La transformation vers plus d’agilité a permis de réagir rapidement face à ces pertes. En quelques semaines seulement, l’entreprise a proposé un plan d’économie sur les coûts fixes de 80 millions d’euros qui a laissé voir des résultats dès le premier semestre.

Les investissements des cinq dernières années dans la transformation digitale ont eu un double effet bénéfique pendant le confinement :

En interne, les collaborateurs ont pu télétravailler pour 97 % d’entre eux. Comme d’autres entreprises, la période a été l’occasion de mettre en lumière les avantages et les inconvénients du télétravail. L’entreprise, qui proposait déjà deux jours de télétravail par semaine à ses employés avant la COVID, n’entrera pas dans une ère binaire, 100 % à distance ou 100 % en présentiel, mais essayera de tirer profit d’un juste équilibre.

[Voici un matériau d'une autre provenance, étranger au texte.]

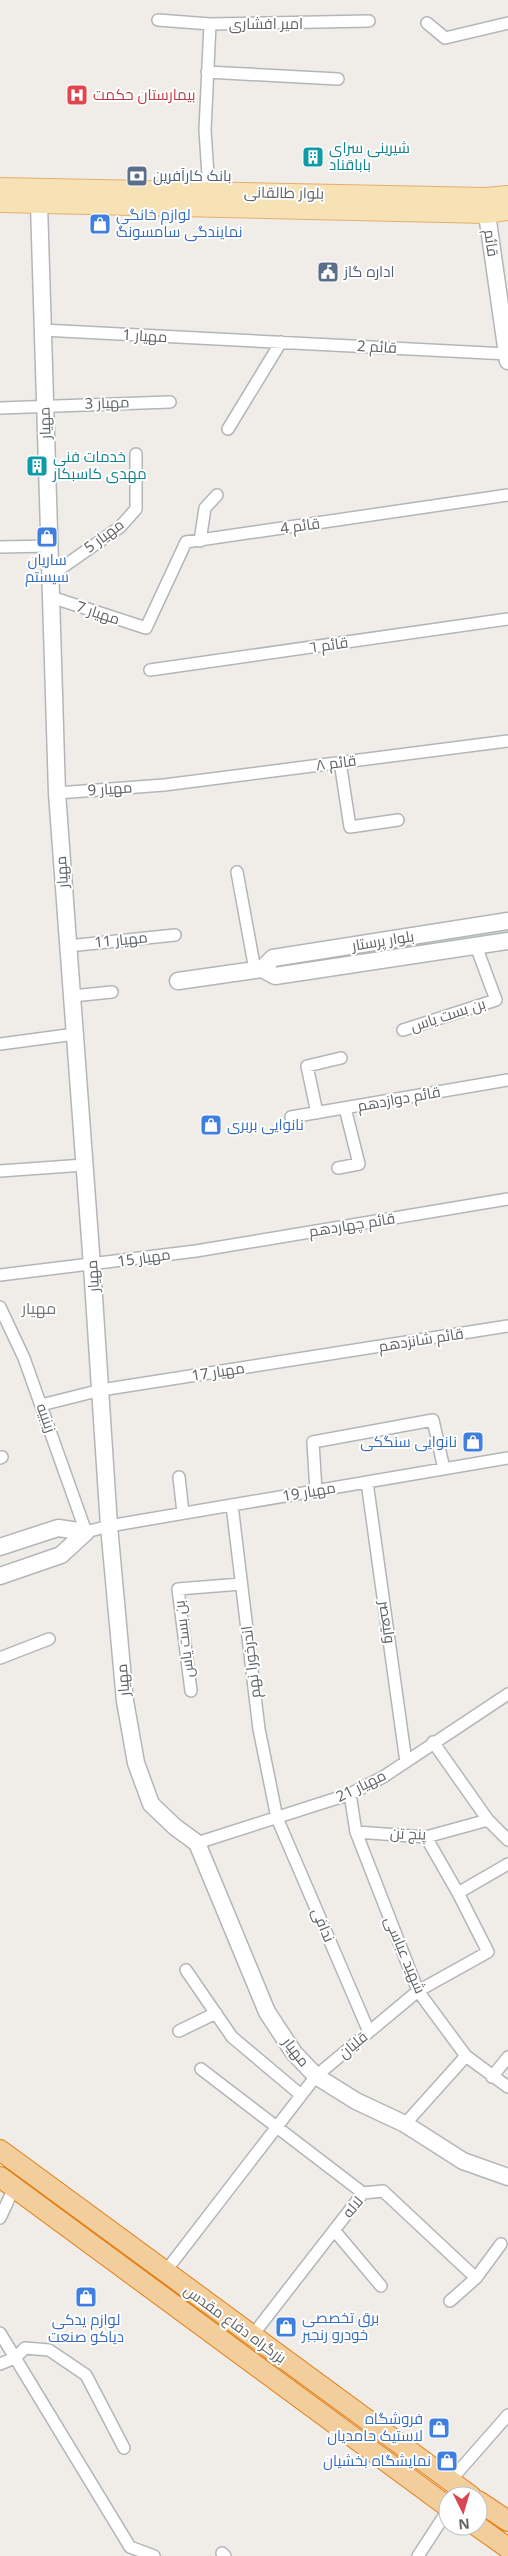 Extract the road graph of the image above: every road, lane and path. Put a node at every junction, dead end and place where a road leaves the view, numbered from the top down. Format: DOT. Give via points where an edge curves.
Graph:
graph roads {
  1 [pos="158,20"];
  2 [pos="369,21"];
  3 [pos="427,23"];
  4 [pos="508,23"];
  5 [pos="210,24"];
  6 [pos="207,72"];
  7 [pos="338,79"];
  8 [pos="0,187"];
  9 [pos="210,191"];
  10 [pos="508,195"];
  11 [pos="0,203"];
  12 [pos="39,204"];
  13 [pos="508,211"];
  14 [pos="487,214"];
  15 [pos="42,330"];
  16 [pos="247,340"];
  17 [pos="281,342"];
  18 [pos="508,357"];
  19 [pos="170,402"];
  20 [pos="45,405"];
  21 [pos="0,408"];
  22 [pos="228,428"];
  23 [pos="136,454"];
  24 [pos="217,494"];
  25 [pos="508,495"];
  26 [pos="200,540"];
  27 [pos="50,546"];
  28 [pos="0,547"];
  29 [pos="50,576"];
  30 [pos="51,597"];
  31 [pos="508,619"];
  32 [pos="146,628"];
  33 [pos="150,670"];
  34 [pos="508,741"];
  35 [pos="340,762"];
  36 [pos="164,785"];
  37 [pos="56,793"];
  38 [pos="398,820"];
  39 [pos="237,872"];
  40 [pos="508,921"];
  41 [pos="175,935"];
  42 [pos="508,941"];
  43 [pos="68,946"];
  44 [pos="476,946"];
  45 [pos="259,969"];
  46 [pos="178,981"];
  47 [pos="112,992"];
  48 [pos="72,996"];
  49 [pos="403,1030"];
  50 [pos="75,1034"];
  51 [pos="0,1044"];
  52 [pos="341,1058"];
  53 [pos="508,1080"];
  54 [pos="345,1108"];
  55 [pos="317,1113"];
  56 [pos="291,1117"];
  57 [pos="84,1165"];
  58 [pos="338,1168"];
  59 [pos="0,1171"];
  60 [pos="508,1199"];
  61 [pos="196,1251"];
  62 [pos="92,1266"];
  63 [pos="0,1275"];
  64 [pos="0,1307"];
  65 [pos="508,1326"];
  66 [pos="334,1353"];
  67 [pos="101,1390"];
  68 [pos="41,1405"];
  69 [pos="508,1458"];
  70 [pos="444,1469"];
  71 [pos="179,1477"];
  72 [pos="367,1482"];
  73 [pos="316,1491"];
  74 [pos="232,1505"];
  75 [pos="183,1513"];
  76 [pos="109,1526"];
  77 [pos="86,1532"];
  78 [pos="0,1547"];
  79 [pos="0,1576"];
  80 [pos="241,1584"];
  81 [pos="49,1639"];
  82 [pos="0,1658"];
  83 [pos="190,1691"];
  84 [pos="508,1694"];
  85 [pos="433,1742"];
  86 [pos="406,1762"];
  87 [pos="350,1794"];
  88 [pos="277,1818"];
  89 [pos="488,1820"];
  90 [pos="356,1832"];
  91 [pos="426,1837"];
  92 [pos="508,1840"];
  93 [pos="197,1843"];
  94 [pos="508,1864"];
  95 [pos="458,1893"];
  96 [pos="186,1970"];
  97 [pos="418,1992"];
  98 [pos="216,2013"];
  99 [pos="179,2031"];
  100 [pos="369,2032"];
  101 [pos="466,2056"];
  102 [pos="508,2057"];
  103 [pos="201,2069"];
  104 [pos="316,2076"];
  105 [pos="492,2077"];
  106 [pos="508,2087"];
  107 [pos="302,2095"];
  108 [pos="405,2124"];
  109 [pos="276,2128"];
  110 [pos="0,2150"];
  111 [pos="508,2177"];
  112 [pos="7,2182"];
  113 [pos="363,2193"];
  114 [pos="0,2218"];
  115 [pos="334,2230"];
  116 [pos="500,2244"];
  117 [pos="165,2272"];
  118 [pos="476,2278"];
  119 [pos="380,2286"];
  120 [pos="450,2302"];
  121 [pos="0,2333"];
  122 [pos="252,2336"];
  123 [pos="15,2358"];
  124 [pos="0,2364"];
  125 [pos="508,2415"];
  126 [pos="124,2448"];
  127 [pos="450,2481"];
  128 [pos="457,2486"];
  129 [pos="438,2499"];
  130 [pos="488,2508"];
  131 [pos="508,2522"];
  132 [pos="438,2525"];
  133 [pos="488,2534"];
  134 [pos="508,2548"];
  135 [pos="130,2552"];
  136 [pos="154,2556"];
  137 [pos="418,2556"];
  1 -- 5 [label="street"];
  2 -- 5 [label="street, امیر افشاری"];
  3 -- 4 [label="street" via="445,38"];
  5 -- 6 [label="street, امیر افشاری"];
  6 -- 7 [label="street"];
  6 -- 9 [label="street, امیر افشاری" via="205,130"];
  8 -- 9 [label="main road, بلوار طالقانی"];
  9 -- 10 [label="main road, بلوار طالقانی"];
  11 -- 12 [label="main road, بلوار طالقانی"];
  12 -- 14 [label="main road, بلوار طالقانی"];
  12 -- 15 [label="street, مهیار"];
  13 -- 14 [label="main road, بلوار طالقانی"];
  14 -- 18 [label="street, قائم"];
  15 -- 16 [label="street, مهیار 1"];
  15 -- 20 [label="street, مهیار"];
  16 -- 17 [label="street, قائم 2"];
  17 -- 18 [label="street, قائم 2"];
  17 -- 22 [label="street"];
  19 -- 20 [label="street, مهیار 3"];
  20 -- 21 [label="street, مهیار 3"];
  20 -- 27 [label="street, مهیار"];
  23 -- 29 [label="street, مهیار 5" via="136,509 120,526"];
  24 -- 26 [label="street" via="205,508"];
  25 -- 26 [label="street, قائم 4"];
  26 -- 32 [label="street, قائم 4" via="186,542"];
  27 -- 28 [label="street"];
  27 -- 29 [label="street, مهیار"];
  29 -- 30 [label="street, مهیار"];
  30 -- 32 [label="street, مهیار 7"];
  30 -- 37 [label="street, مهیار"];
  31 -- 33 [label="street, قائم ٦"];
  34 -- 35 [label="street, قائم ٨"];
  35 -- 36 [label="street, قائم ٨"];
  35 -- 38 [label="street" via="350,827"];
  36 -- 37 [label="street, مهیار 9"];
  37 -- 43 [label="street, مهیار"];
  39 -- 45 [label="street"];
  40 -- 45 [label="street, بلوار پرستار" via="273,958"];
  41 -- 43 [label="street, مهیار 11"];
  42 -- 44 [label="street, بلوار پرستار"];
  43 -- 48 [label="street, مهیار"];
  44 -- 45 [label="street, بلوار پرستار" via="275,976"];
  44 -- 49 [label="street, بن بست یاس" via="496,1000"];
  45 -- 46 [label="street, بلوار پرستار"];
  47 -- 48 [label="street"];
  48 -- 50 [label="street, مهیار"];
  50 -- 51 [label="street"];
  50 -- 57 [label="street, مهیار"];
  52 -- 55 [label="street" via="307,1066"];
  53 -- 54 [label="street, قائم دوازدهم"];
  54 -- 55 [label="street, قائم دوازدهم"];
  54 -- 58 [label="street" via="359,1164"];
  55 -- 56 [label="street, قائم دوازدهم"];
  57 -- 59 [label="street"];
  57 -- 62 [label="street, مهیار"];
  60 -- 61 [label="street, قائم چهاردهم"];
  61 -- 62 [label="street, مهیار 15"];
  62 -- 63 [label="street, مهیار 15"];
  62 -- 67 [label="street, مهیار"];
  64 -- 68 [label="street, زینبیه"];
  65 -- 66 [label="street, قائم شانزدهم"];
  66 -- 67 [label="street, مهیار 17"];
  67 -- 68 [label="street, مهیار 17"];
  67 -- 76 [label="street, مهیار"];
  68 -- 77 [label="street, زینبیه"];
  69 -- 70 [label="street, مهیار 19"];
  70 -- 72 [label="street, مهیار 19"];
  70 -- 73 [label="street" via="433,1420 313,1442"];
  71 -- 75 [label="street"];
  72 -- 73 [label="street, مهیار 19"];
  72 -- 86 [label="street, ولیعصر"];
  73 -- 74 [label="street, مهیار 19"];
  74 -- 75 [label="street, مهیار 19"];
  74 -- 80 [label="street, اندرخورا نهم"];
  75 -- 76 [label="street, مهیار 19"];
  76 -- 77 [label="street, مهیار 19"];
  76 -- 93 [label="street, مهیار" via="125,1701 136,1763 151,1804"];
  77 -- 78 [label="street" via="58,1528"];
  77 -- 79 [label="street" via="60,1556"];
  80 -- 83 [label="street, بن بست یاس" via="178,1589"];
  80 -- 88 [label="street, اندرخورا نهم" via="259,1729"];
  81 -- 82 [label="street"];
  84 -- 85 [label="street, مهیار 21"];
  85 -- 86 [label="street, مهیار 21"];
  85 -- 89 [label="street"];
  86 -- 87 [label="street, مهیار 21"];
  87 -- 88 [label="street, مهیار 21"];
  87 -- 90 [label="street, شهید عباسی"];
  88 -- 93 [label="street, مهیار 21"];
  88 -- 100 [label="street, ندافی"];
  89 -- 91 [label="street, پنج تن"];
  89 -- 92 [label="street"];
  90 -- 91 [label="street, پنج تن"];
  90 -- 97 [label="street, شهید عباسی"];
  91 -- 95 [label="street, قلیان"];
  93 -- 104 [label="street, مهیار" via="267,2012 294,2053"];
  94 -- 95 [label="street"];
  95 -- 97 [label="street, قلیان" via="488,1952"];
  96 -- 98 [label="street"];
  97 -- 100 [label="street, قلیان"];
  97 -- 101 [label="street, شهید عباسی"];
  98 -- 99 [label="street"];
  98 -- 107 [label="street" via="232,2037"];
  100 -- 104 [label="street, قلیان"];
  101 -- 105 [label="street, شهید عباسی"];
  101 -- 108 [label="street"];
  102 -- 105 [label="street"];
  103 -- 109 [label="street"];
  104 -- 107 [label="street, قلیان"];
  104 -- 108 [label="street, مهیار" via="356,2101"];
  105 -- 106 [label="street, شهید عباسی"];
  107 -- 109 [label="street, قلیان"];
  108 -- 111 [label="street, مهیار" via="463,2161"];
  109 -- 113 [label="street"];
  109 -- 117 [label="street, قلیان"];
  110 -- 117 [label="highway, بزرگراه دفاع مقدس"];
  112 -- 114 [label="street"];
  112 -- 129 [label="highway, بزرگراه دفاع مقدس"];
  113 -- 115 [label="street, لاله"];
  113 -- 118 [label="street, لاله" via="383,2191"];
  115 -- 119 [label="street"];
  115 -- 122 [label="street, لاله"];
  116 -- 118 [label="street"];
  117 -- 122 [label="highway, بزرگراه دفاع مقدس"];
  118 -- 120 [label="street"];
  121 -- 123 [label="street"];
  122 -- 127 [label="highway, بزرگراه دفاع مقدس"];
  123 -- 124 [label="street"];
  123 -- 126 [label="street" via="25,2348 49,2350 86,2375"];
  123 -- 135 [label="street"];
  125 -- 127 [label="street"];
  127 -- 128 [label="highway, بزرگراه دفاع مقدس"];
  130 -- 131 [label="highway"];
  132 -- 137 [label="street"];
  133 -- 134 [label="highway"];
  135 -- 136 [label="street"];
}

D’un point de vue « business », les efforts de digitalisation de l’activité ont permis un transfert de la distribution physique vers les jeux en ligne. La loterie en ligne connait depuis une dynamique de croissance supérieure à celle d’avant le confinement.

La crise a donc permis de confirmer que les orientations de l’entreprise étaient les bonnes ; reste à savoir quels enjeux seront prioritaires dans les prochains mois.

Une nécessité de diversification confirmée par la crise COVID.

Les problématiques rencontrées pendant la crise ont permis de confirmer la résilience de l’entreprise mais également de souligner les axes à accélérer. Les enjeux à venir se trouvent dans la diversification des réseaux et de l’activité.

D’abord la diversification et la fluidification entre les canaux de distribution. Il ne s’agit pas que de développer les ventes en ligne mais de diffuser les avantages du « online » au sein du réseau physique pour accroitre l’expérience phygitale du client et capter de nouveaux joueurs. Un indice de mesure a été mis en place pour suivre le volume de « mises numérisées ».

Il est passé de 3 % à plus de 20 % entre 2014 et 2020. 80 % de mises de paris sportif de FDJ en point de vente passent par une application. Accélérer sur le phygital permettra à FDJ d’accroitre les points de contact avec les Français qui ne fréquentent pas les buralistes par exemple.

La diversification est également primordiale pour les types de jeux et les activités.  FDJ a pu tirer son épingle du jeu pendant le confinement grâce à son atout multi-activités. En revanche, sur le marché des paris en ligne, FDJ est le seul acteur à être monoactivité. D’autres acteurs proposent par exemple du poker en ligne, activité sur laquelle les joueurs se sont « concentrés » pendant l’arrêt des compétitions sportives. Le multi-activité permet à l’entreprise le « cross selling », la « cross rétention ». Deux enjeux majeurs sur lesquels FDJ devra accélérer son développement. A noter que l’entreprise avait déjà essayé de se positionner sur le poker avant 2014, sans suite.

La diversification se fait également via des activités adjacentes, permettant de capitaliser sur les actifs déjà présents en point de vente comme le terminal de vente.  FDJ propose aujourd’hui sur l’ensemble du territoire le service DGFiP permettant de faire des paiements de proximité. L’idée serait de multiplier ce genre de services aux clients qui nécessitent peu d’investissement et crée facilement de la valeur.

Au-delà du marché français, l’entreprise a également commencé à capitaliser sur son savoir-faire en tant qu’acteur majeur de la loterie et des paris sportifs pour accompagner d’autres loteries à l’international. Elle propose de vendre le terminal de vente et l’environnement de service associé. Cet axe de développement est d’autant plus pertinent pour les paris sportifs qui se développent rapidement à l’étranger, et viennent de s’ouvrir aux Etats-Unis.

En définitive, le marché des jeux a certes été affecté par la crise COVID même si la situation ne se détériore pas à nouveau, un retour à une activité normale est envisageable d'ici à la fin 2021.